A general dashboard to have a quick view of the general health is available at (http://ci.bazel.io/view/Dashboard/)[http://ci.bazel.io/view/Dashboard/]. This dashboard represent the health of all important builds that runs on the CI system.

There is 2 kinds of projects we monitor:

If project owned by the Bazel team are not green, then the Bazel team needs to investigate and fix as soon as possible to keep our build green.

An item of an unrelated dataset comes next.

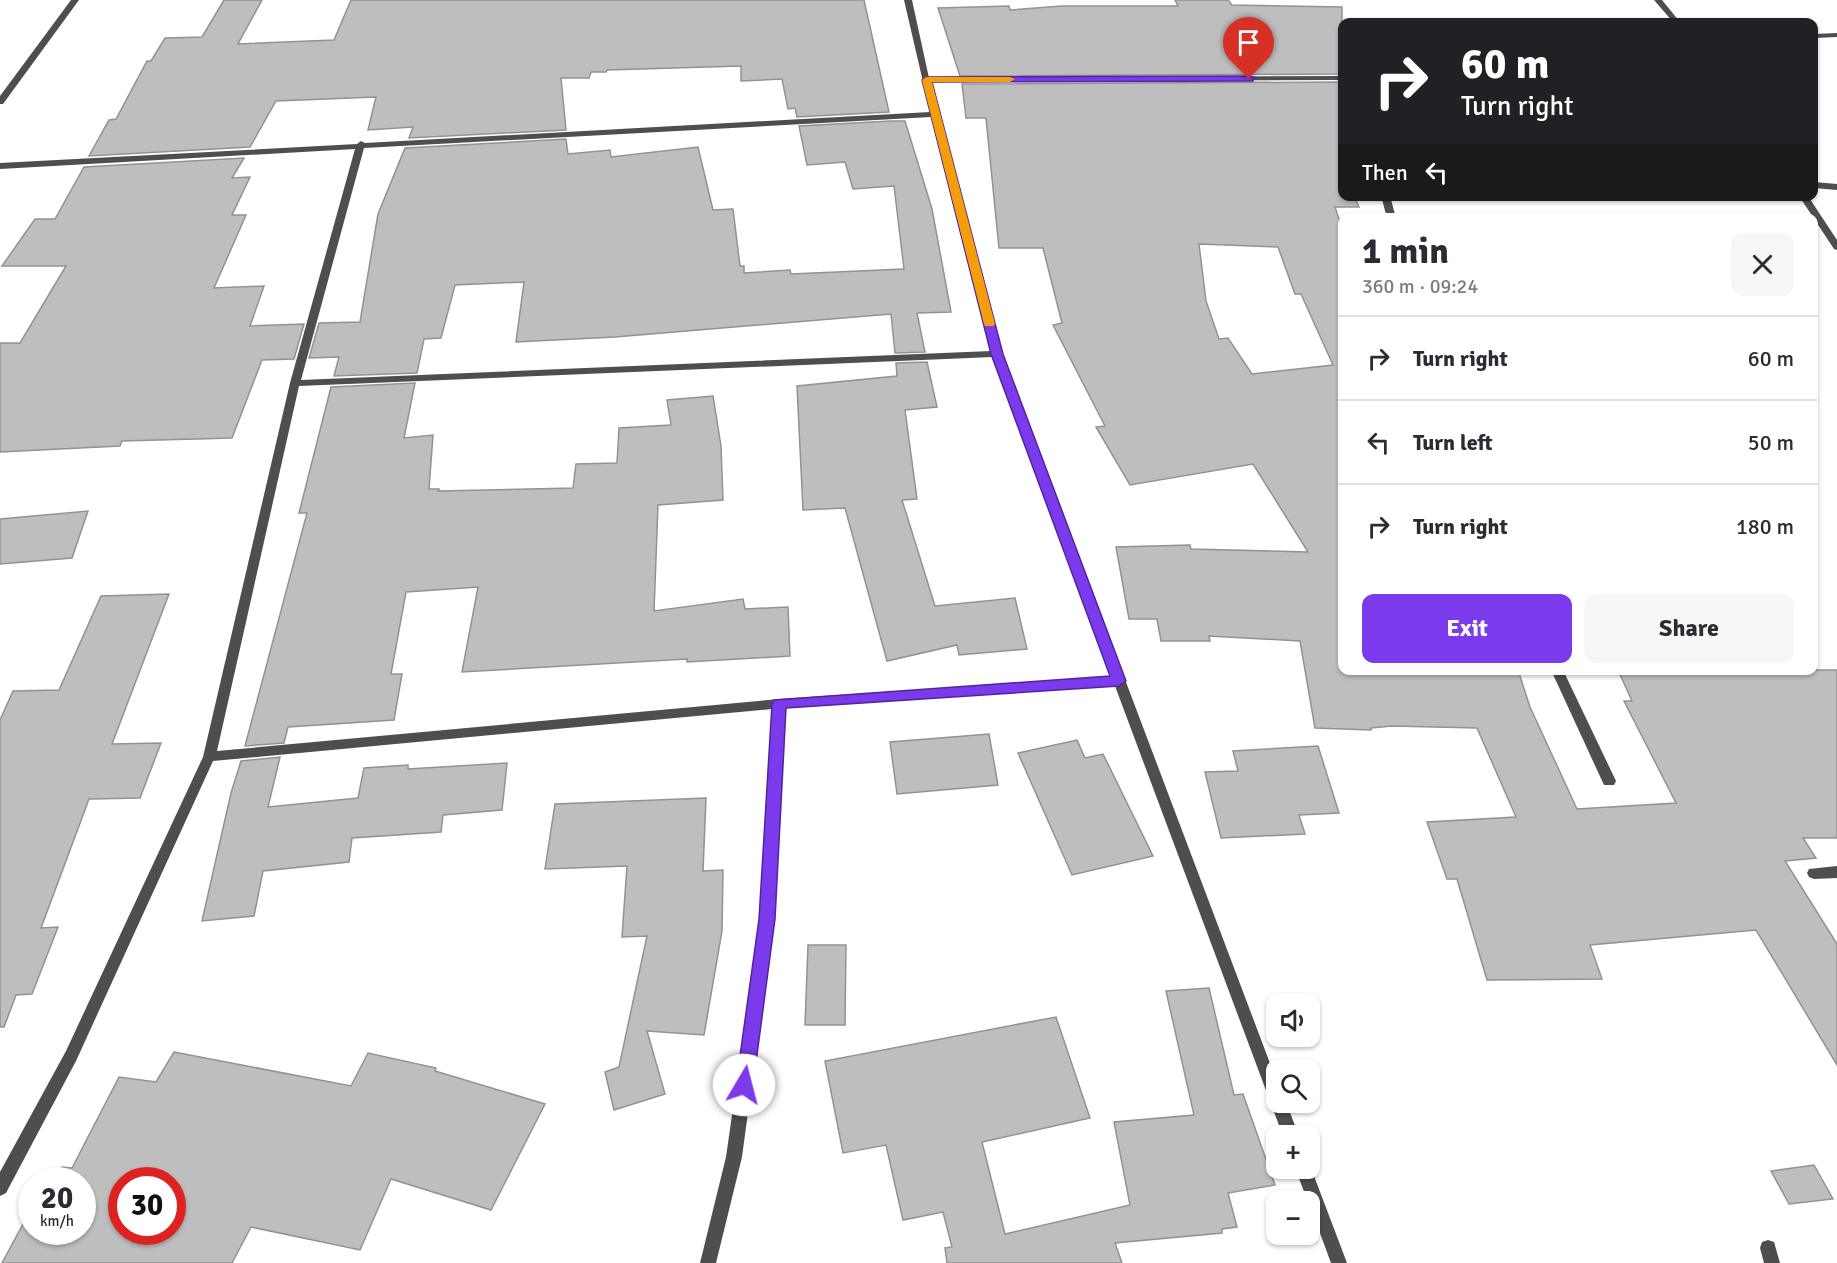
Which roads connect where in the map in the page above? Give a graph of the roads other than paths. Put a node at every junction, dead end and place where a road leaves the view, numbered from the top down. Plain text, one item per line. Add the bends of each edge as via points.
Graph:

The other projects health depends on the other projects owner and the Bazel team responsibility is only to report issue and if the build stay broken for too long (more than a week), to deactivate the project. Those projects are useful for the Bazel team to test non regression in Bazel itself.

Triaging failure

The build sheriff should monitor the output of the various type of job:

  • Global tests (e.g. nightly and release). The release job runs at every push and is always green for non release push. The nightly job runs every night and can be re-run on demand simply using the run button in Jenkins (needs to be logged in). See the user guide on how to interpret the results. Serious failure in the a global test should be filed to bazelbuild/bazel as a breakage, and as release blocker if on the release job.
  • benchmark should be investigated just by looking at the output logs. If the job fails with a java error, build error, an issue should be filed to bazelbuild/bazel, else it should be filed to bazelbuild/continuous-integration.
  • postsubmits, which are all the other monitored jobs. A postsubmit failure should be reported to the project owning the job. If a failure stay for too long, the job should be partially or totally deactivated to maintain the clarity of global tests.